◆ Exercise description
Set down every record exactly as it appears.

◆ Records for this exercise
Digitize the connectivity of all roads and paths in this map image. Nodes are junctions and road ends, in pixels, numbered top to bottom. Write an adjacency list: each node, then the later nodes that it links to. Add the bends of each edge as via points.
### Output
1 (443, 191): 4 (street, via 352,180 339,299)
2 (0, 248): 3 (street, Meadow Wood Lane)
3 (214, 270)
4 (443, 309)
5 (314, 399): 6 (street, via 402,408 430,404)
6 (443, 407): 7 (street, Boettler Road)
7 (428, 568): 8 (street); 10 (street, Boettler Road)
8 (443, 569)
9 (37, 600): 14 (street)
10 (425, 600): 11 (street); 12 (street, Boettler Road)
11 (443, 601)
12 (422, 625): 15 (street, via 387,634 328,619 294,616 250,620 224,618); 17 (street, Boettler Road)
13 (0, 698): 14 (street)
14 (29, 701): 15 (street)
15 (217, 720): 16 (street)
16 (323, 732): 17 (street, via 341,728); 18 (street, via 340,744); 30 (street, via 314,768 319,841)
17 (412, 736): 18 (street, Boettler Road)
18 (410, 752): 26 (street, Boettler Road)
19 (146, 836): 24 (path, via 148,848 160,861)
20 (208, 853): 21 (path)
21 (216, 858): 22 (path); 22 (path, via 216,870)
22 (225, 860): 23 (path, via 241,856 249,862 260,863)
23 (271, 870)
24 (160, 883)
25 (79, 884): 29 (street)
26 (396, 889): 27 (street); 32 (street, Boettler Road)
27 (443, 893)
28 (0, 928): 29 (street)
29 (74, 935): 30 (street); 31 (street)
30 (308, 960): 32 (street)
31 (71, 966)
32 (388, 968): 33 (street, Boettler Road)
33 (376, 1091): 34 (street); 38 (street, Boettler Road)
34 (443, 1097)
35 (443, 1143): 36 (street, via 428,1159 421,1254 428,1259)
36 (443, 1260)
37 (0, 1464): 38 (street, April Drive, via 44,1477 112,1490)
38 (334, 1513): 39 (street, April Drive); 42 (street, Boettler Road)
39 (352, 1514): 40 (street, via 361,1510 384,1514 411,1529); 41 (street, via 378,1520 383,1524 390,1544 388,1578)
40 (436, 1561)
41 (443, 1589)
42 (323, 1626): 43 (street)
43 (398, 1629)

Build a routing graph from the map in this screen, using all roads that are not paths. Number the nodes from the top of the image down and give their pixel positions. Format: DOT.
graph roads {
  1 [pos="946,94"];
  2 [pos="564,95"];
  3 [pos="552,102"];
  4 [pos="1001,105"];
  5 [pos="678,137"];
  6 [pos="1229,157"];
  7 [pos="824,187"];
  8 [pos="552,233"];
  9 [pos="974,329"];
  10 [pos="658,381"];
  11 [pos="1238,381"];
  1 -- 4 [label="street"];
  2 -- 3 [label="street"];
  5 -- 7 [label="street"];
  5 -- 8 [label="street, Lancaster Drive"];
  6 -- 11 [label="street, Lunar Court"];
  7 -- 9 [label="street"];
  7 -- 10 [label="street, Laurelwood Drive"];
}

◆ Solution to this problem
Digitize the connectivity of all roads and paths in this map image. Nodes are junctions and road ends, in pixels, numbered top to bottom. Write an adjacency list: each node, then the later nodes that it links to. Add the bends of each edge as via points.
### Output
1 (443, 191): 4 (street, via 352,180 339,299)
2 (0, 248): 3 (street, Meadow Wood Lane)
3 (214, 270)
4 (443, 309)
5 (314, 399): 6 (street, via 402,408 430,404)
6 (443, 407): 7 (street, Boettler Road)
7 (428, 568): 8 (street); 10 (street, Boettler Road)
8 (443, 569)
9 (37, 600): 14 (street)
10 (425, 600): 11 (street); 12 (street, Boettler Road)
11 (443, 601)
12 (422, 625): 15 (street, via 387,634 328,619 294,616 250,620 224,618); 17 (street, Boettler Road)
13 (0, 698): 14 (street)
14 (29, 701): 15 (street)
15 (217, 720): 16 (street)
16 (323, 732): 17 (street, via 341,728); 18 (street, via 340,744); 30 (street, via 314,768 319,841)
17 (412, 736): 18 (street, Boettler Road)
18 (410, 752): 26 (street, Boettler Road)
19 (146, 836): 24 (path, via 148,848 160,861)
20 (208, 853): 21 (path)
21 (216, 858): 22 (path); 22 (path, via 216,870)
22 (225, 860): 23 (path, via 241,856 249,862 260,863)
23 (271, 870)
24 (160, 883)
25 (79, 884): 29 (street)
26 (396, 889): 27 (street); 32 (street, Boettler Road)
27 (443, 893)
28 (0, 928): 29 (street)
29 (74, 935): 30 (street); 31 (street)
30 (308, 960): 32 (street)
31 (71, 966)
32 (388, 968): 33 (street, Boettler Road)
33 (376, 1091): 34 (street); 38 (street, Boettler Road)
34 (443, 1097)
35 (443, 1143): 36 (street, via 428,1159 421,1254 428,1259)
36 (443, 1260)
37 (0, 1464): 38 (street, April Drive, via 44,1477 112,1490)
38 (334, 1513): 39 (street, April Drive); 42 (street, Boettler Road)
39 (352, 1514): 40 (street, via 361,1510 384,1514 411,1529); 41 (street, via 378,1520 383,1524 390,1544 388,1578)
40 (436, 1561)
41 (443, 1589)
42 (323, 1626): 43 (street)
43 (398, 1629)

Build a routing graph from the map in this screen, using all roads that are not paths. Number the nodes from the top of the image down and give their pixel positions. Format: DOT.
graph roads {
  1 [pos="946,94"];
  2 [pos="564,95"];
  3 [pos="552,102"];
  4 [pos="1001,105"];
  5 [pos="678,137"];
  6 [pos="1229,157"];
  7 [pos="824,187"];
  8 [pos="552,233"];
  9 [pos="974,329"];
  10 [pos="658,381"];
  11 [pos="1238,381"];
  1 -- 4 [label="street"];
  2 -- 3 [label="street"];
  5 -- 7 [label="street"];
  5 -- 8 [label="street, Lancaster Drive"];
  6 -- 11 [label="street, Lunar Court"];
  7 -- 9 [label="street"];
  7 -- 10 [label="street, Laurelwood Drive"];
}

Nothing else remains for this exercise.